32

561 21 1
                                    

Ubrali się i z lekkimi uśmiechami udali się do samochodu. Jimin jak zwykle otworzył jej drzwi i upomniał, żeby zapięła pasy. Obserwował ją dokładnie przyglądając się jej każdemu ruchowi. Dziewczyna tym czasem skupiła się, żeby nie wiało jej w twarz, więc schowała buzię i nos w jego szaliku, którym ten znowu ją owinął.

Wsiadła do auta i zapięła grzecznie pas. Spojrzała na niego z lekkim uśmiechem i patrzyła jak ten zamyka drzwi, okrąża samochód i siada na miejscu obok niej. Obdarzył ją jeszcze szybkim uśmiechem i ruszył powoli do jej miejsca zamieszkania.
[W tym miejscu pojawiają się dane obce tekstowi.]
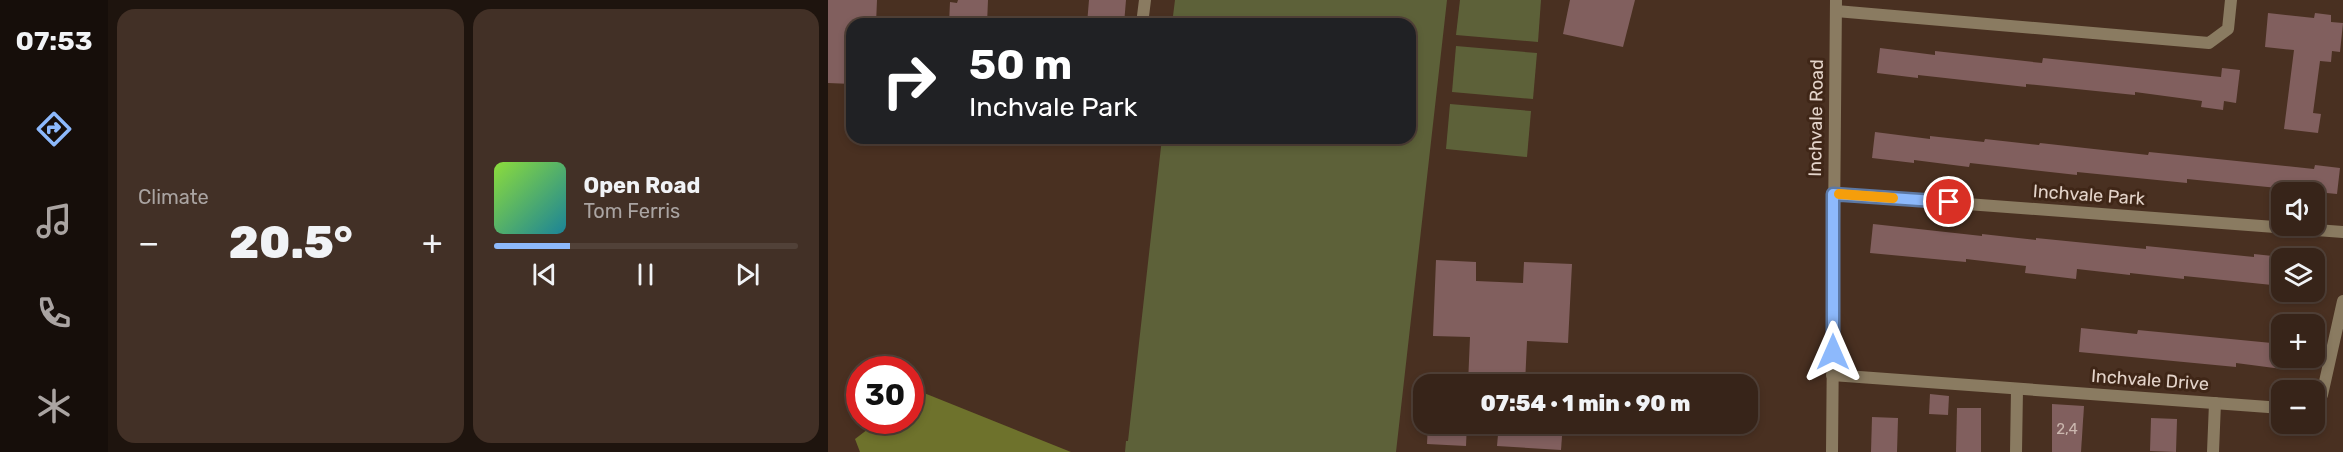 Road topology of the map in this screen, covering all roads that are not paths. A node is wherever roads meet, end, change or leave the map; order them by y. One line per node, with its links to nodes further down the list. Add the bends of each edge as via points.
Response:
1 (1145, 0): 4 (street)
2 (2231, 0): 3 (street, via 2228,29 2208,43)
3 (1836, 5): 5 (street, Inchvale Road)
4 (1143, 18)
5 (1833, 194): 6 (street, Inchvale Park); 8 (street, Inchvale Road)
6 (2343, 232)
7 (2343, 302): 9 (street)
8 (1832, 375): 10 (street, Inchvale Drive); 13 (street, Inchvale Road)
9 (2325, 382)
10 (2017, 389): 11 (street, Inchvale Drive); 14 (street)
11 (2215, 403): 12 (street, Inchvale Drive); 15 (street)
12 (2271, 407)
13 (1832, 452)
14 (2016, 452)
15 (2213, 452)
Znowu włączył radio. Tym razem było ono jednak przyciszone trochę bardziej, bo zajęli się rozmową o pogodzie. Może i nudny temat, ale słuchając uroczego głosu dziewczyny, który narzekał na zimne miesiące wcale nie wydawał się dla mężczyzny nudny. Słuchał jej z lekkim uśmiechem i wtrącał niekiedy swoje trzy grosze nie przeszkadzając jednak dziewczynie w swoim wywodzie słownym. Nie sądził, że ta mała istotka ma tak pojemne płuca, żeby nadawać jak katarynka.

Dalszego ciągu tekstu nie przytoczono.